INPUT RECORDS ▸
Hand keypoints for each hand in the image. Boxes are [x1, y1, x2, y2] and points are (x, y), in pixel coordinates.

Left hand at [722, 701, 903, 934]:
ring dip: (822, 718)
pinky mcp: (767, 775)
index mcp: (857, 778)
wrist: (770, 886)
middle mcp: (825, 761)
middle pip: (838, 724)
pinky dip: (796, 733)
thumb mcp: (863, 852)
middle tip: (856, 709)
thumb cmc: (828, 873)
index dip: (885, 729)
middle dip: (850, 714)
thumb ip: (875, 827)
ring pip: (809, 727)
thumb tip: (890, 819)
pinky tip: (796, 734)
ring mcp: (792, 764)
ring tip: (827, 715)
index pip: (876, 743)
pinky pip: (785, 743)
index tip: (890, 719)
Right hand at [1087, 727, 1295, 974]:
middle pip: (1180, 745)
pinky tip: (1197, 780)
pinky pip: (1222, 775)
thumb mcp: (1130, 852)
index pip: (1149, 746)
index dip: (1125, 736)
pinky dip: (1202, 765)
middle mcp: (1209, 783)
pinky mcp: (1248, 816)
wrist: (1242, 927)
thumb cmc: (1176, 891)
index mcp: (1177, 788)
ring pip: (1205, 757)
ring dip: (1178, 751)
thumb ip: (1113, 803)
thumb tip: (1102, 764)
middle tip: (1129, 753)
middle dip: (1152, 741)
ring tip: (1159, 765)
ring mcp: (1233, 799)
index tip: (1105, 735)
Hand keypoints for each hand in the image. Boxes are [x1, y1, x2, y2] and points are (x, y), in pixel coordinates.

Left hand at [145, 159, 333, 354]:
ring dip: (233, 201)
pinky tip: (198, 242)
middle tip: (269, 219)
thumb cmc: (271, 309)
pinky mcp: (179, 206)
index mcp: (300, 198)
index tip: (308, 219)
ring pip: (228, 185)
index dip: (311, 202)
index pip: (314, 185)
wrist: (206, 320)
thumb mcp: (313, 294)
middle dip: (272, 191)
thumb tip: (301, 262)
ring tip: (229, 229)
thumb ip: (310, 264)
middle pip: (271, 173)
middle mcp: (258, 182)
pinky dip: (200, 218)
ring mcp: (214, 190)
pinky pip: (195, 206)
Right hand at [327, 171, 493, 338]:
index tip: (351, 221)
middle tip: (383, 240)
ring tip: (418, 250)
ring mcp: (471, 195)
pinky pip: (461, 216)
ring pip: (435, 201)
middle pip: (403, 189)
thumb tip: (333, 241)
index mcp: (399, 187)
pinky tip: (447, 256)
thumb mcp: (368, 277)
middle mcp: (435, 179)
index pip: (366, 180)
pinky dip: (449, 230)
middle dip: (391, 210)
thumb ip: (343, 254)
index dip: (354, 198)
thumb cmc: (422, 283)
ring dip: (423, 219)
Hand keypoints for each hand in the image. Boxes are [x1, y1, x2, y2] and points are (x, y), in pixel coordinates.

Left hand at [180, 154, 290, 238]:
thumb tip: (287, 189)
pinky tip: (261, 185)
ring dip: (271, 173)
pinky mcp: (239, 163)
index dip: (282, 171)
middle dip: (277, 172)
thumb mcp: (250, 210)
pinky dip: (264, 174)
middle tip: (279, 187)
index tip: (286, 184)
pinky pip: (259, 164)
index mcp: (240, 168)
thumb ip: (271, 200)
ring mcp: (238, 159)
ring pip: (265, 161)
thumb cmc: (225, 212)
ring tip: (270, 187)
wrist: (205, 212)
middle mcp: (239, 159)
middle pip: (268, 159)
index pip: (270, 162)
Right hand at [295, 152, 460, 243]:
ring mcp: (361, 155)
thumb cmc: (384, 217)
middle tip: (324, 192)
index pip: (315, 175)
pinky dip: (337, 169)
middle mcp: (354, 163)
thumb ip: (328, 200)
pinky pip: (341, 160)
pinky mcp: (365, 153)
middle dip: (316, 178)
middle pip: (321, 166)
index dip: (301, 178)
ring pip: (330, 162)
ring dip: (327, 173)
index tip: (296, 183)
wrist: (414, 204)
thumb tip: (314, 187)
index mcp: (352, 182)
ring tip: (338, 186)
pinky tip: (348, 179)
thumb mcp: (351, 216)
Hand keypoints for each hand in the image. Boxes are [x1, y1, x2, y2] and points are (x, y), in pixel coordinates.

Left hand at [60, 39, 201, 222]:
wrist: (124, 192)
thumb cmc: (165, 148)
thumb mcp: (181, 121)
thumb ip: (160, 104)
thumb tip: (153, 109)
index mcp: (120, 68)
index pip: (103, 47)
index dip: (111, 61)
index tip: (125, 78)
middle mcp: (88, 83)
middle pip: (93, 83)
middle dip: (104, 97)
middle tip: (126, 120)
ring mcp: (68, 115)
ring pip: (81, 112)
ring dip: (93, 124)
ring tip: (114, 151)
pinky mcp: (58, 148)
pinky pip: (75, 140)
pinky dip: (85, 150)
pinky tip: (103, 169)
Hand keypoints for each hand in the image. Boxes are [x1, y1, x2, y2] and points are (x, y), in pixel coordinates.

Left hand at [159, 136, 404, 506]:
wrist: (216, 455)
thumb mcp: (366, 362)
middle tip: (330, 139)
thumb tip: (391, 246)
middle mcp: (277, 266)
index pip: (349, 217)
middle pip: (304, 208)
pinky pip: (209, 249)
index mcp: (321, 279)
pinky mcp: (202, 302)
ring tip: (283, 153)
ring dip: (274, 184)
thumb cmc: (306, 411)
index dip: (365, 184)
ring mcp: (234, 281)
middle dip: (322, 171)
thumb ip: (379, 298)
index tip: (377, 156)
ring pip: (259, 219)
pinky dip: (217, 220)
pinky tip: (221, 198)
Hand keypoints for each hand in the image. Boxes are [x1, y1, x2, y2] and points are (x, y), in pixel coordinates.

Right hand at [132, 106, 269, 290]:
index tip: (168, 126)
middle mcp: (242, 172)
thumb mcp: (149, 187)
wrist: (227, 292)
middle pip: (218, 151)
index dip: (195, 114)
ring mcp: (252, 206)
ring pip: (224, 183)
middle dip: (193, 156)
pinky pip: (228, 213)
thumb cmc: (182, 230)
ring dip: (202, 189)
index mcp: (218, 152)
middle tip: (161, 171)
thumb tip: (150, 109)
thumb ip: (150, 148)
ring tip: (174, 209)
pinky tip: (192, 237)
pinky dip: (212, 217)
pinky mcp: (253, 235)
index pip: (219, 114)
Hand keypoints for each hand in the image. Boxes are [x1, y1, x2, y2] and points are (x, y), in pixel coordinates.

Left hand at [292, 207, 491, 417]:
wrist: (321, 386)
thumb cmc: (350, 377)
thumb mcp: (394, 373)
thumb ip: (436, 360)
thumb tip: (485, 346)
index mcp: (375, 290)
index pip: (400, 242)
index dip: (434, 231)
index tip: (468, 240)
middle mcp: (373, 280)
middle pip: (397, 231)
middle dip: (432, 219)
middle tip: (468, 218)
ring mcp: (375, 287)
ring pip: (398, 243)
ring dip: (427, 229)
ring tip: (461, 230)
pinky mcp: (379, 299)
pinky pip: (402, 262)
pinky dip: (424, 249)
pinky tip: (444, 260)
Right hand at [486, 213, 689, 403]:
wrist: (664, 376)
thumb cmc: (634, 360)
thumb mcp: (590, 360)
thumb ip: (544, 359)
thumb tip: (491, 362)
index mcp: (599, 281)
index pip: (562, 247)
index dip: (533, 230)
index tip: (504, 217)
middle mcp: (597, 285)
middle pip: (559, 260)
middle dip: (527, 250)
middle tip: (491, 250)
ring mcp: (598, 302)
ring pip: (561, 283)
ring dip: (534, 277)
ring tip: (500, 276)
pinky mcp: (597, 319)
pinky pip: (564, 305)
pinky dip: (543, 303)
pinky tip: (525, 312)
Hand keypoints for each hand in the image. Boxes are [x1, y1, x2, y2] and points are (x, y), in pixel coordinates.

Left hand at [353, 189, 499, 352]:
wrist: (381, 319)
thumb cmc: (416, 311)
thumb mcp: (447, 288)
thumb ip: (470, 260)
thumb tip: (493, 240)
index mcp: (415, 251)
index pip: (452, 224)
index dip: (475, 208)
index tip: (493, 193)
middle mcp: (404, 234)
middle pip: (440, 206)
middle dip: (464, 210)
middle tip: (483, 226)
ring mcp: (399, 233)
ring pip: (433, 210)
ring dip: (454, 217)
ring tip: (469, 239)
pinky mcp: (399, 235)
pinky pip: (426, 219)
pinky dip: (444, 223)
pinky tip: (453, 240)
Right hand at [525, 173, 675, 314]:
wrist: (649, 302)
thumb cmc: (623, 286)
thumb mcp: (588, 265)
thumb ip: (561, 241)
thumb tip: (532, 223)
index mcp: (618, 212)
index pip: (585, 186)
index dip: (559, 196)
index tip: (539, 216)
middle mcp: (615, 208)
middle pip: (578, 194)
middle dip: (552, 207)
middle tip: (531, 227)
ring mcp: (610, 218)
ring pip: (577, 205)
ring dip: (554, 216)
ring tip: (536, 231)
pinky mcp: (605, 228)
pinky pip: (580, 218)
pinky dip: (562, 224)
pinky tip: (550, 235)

EXERCISE REQUIREMENTS ▸ Whenever the word "wrist" shows up in a line of the entries, copy that line.

TASK RESPONSE ▸
wrist: (770, 886)
wrist: (1242, 927)
wrist: (206, 320)
wrist: (205, 212)
wrist: (414, 204)
wrist: (124, 192)
wrist: (216, 455)
wrist: (227, 292)
wrist: (321, 386)
wrist: (664, 376)
wrist: (381, 319)
wrist: (649, 302)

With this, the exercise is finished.